Continuing my effort to study how cultural experiences affect students, I am conducting an experiment in which school groups can win free tickets to see live theater performances. Since I expect that there will be more demand for these free tickets than supply, the school groups will be awarded the tickets by lottery — allowing for a rigorous random-assignment analysis that compares outcomes for students whose groups won the tickets by lottery to those who did not. The purpose of this experiment is to learn about how seeing live performances with their school may affect student understanding of great works of dramatic literature as well as influence their values (particularly tolerance and empathy) and their taste for future cultural consumption (e.g., going to the theater in the future, going to art museums, participating in theater, choir, etc…)

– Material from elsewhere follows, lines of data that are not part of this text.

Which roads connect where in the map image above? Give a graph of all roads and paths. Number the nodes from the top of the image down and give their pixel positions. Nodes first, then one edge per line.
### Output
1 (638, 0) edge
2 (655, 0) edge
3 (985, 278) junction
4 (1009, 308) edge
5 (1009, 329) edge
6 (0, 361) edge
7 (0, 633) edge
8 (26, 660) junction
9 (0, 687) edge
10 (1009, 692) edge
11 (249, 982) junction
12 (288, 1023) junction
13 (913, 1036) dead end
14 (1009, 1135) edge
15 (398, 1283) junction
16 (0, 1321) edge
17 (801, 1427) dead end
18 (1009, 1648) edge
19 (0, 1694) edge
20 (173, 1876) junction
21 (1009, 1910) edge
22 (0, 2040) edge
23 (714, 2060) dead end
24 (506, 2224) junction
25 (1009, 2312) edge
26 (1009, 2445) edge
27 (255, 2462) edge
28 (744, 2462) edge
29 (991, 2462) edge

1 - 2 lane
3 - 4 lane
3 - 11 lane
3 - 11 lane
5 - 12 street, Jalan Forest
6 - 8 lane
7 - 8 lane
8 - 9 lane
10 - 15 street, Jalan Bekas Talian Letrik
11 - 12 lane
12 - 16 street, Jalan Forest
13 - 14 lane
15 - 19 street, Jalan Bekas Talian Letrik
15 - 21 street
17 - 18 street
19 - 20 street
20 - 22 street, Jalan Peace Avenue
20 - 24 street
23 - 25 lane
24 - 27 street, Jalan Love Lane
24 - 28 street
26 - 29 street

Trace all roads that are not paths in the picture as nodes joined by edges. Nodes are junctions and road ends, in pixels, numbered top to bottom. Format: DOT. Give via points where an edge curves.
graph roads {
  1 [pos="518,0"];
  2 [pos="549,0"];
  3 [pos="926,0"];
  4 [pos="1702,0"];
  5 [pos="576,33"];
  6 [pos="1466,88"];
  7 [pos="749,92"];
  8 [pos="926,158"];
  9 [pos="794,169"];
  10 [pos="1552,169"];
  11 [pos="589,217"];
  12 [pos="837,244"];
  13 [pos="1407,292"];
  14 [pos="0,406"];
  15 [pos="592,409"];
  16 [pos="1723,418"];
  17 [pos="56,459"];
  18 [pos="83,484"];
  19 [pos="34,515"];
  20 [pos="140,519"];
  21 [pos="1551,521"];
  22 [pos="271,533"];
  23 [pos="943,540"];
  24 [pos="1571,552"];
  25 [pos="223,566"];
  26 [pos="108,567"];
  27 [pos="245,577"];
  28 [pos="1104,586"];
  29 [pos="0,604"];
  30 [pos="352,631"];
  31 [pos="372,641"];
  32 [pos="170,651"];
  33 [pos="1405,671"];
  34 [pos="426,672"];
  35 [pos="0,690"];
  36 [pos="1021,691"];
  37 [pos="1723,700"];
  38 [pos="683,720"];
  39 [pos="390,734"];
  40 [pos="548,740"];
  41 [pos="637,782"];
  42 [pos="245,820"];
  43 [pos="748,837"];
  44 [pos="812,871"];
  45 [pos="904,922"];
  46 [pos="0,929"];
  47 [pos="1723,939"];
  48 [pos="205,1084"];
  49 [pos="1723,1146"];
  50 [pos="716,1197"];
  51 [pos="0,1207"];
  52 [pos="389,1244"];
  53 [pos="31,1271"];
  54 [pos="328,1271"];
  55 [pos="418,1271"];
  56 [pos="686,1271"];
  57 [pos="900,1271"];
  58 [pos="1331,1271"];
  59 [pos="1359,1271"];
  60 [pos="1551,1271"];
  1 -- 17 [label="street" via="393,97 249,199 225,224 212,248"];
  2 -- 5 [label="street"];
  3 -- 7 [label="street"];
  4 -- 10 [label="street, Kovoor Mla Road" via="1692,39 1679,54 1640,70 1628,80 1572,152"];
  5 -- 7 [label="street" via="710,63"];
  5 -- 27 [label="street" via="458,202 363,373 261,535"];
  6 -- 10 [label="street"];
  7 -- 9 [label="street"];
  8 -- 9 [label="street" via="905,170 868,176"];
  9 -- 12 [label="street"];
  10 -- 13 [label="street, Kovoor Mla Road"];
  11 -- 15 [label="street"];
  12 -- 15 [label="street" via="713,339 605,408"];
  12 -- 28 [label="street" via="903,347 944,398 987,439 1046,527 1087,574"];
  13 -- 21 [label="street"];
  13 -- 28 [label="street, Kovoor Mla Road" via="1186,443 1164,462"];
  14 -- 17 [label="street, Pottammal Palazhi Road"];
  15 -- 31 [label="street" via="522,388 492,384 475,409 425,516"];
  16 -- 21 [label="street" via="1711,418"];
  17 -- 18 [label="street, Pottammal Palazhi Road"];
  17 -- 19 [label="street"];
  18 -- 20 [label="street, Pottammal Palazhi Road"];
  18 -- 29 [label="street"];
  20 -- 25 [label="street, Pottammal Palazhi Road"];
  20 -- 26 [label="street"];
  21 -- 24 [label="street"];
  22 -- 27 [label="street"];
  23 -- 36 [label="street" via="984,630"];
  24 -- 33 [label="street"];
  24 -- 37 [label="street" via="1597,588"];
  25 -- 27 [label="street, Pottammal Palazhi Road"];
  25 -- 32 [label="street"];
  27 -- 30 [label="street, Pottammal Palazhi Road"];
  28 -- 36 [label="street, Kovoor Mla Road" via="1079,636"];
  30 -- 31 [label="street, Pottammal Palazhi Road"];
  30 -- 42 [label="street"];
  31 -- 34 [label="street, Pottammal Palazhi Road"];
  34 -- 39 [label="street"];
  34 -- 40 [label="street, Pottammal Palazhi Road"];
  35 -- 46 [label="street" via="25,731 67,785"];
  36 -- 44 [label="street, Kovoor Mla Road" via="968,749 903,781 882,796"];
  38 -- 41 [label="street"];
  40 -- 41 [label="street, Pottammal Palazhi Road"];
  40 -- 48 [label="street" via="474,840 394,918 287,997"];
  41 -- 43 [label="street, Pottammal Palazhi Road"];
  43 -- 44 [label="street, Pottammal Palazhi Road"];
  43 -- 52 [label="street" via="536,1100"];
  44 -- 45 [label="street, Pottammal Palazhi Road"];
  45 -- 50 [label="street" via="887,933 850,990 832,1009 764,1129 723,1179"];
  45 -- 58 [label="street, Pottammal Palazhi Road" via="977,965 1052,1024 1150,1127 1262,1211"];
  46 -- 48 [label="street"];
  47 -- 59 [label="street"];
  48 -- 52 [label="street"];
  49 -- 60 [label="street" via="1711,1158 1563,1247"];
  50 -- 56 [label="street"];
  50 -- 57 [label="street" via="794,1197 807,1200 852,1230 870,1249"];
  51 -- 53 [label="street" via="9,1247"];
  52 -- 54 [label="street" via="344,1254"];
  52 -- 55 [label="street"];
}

The project was announced yesterday in conjunction with TheatreSquared, a nationally recognized theater company based in Fayetteville, Arkansas. TheatreSquared will be adding 8 weekday matinees of its performances this season of A Christmas Carol and Hamlet, allowing almost 1,400 students to see these plays on school field trips. To apply for these free tickets, school groups can complete. My students and I will study the impact of these performances on students.
This theater experiment follows on a study my colleagues, Brian Kisida and Dan Bowen, and I conducted on the effects of field trips to the Crystal Bridges Museum of American Art. We similarly conducted lotteries to determine which school groups could visit the museum and studies how the experience affected students. It also follows a natural experiment we examined in which students affected by the redrawing of school attendance zone boundaries were essentially randomly assigned to schools that went on more or fewer field trips to see live performances at the Walton Arts Center. The results of those experiments will be published by Education Next on September 16.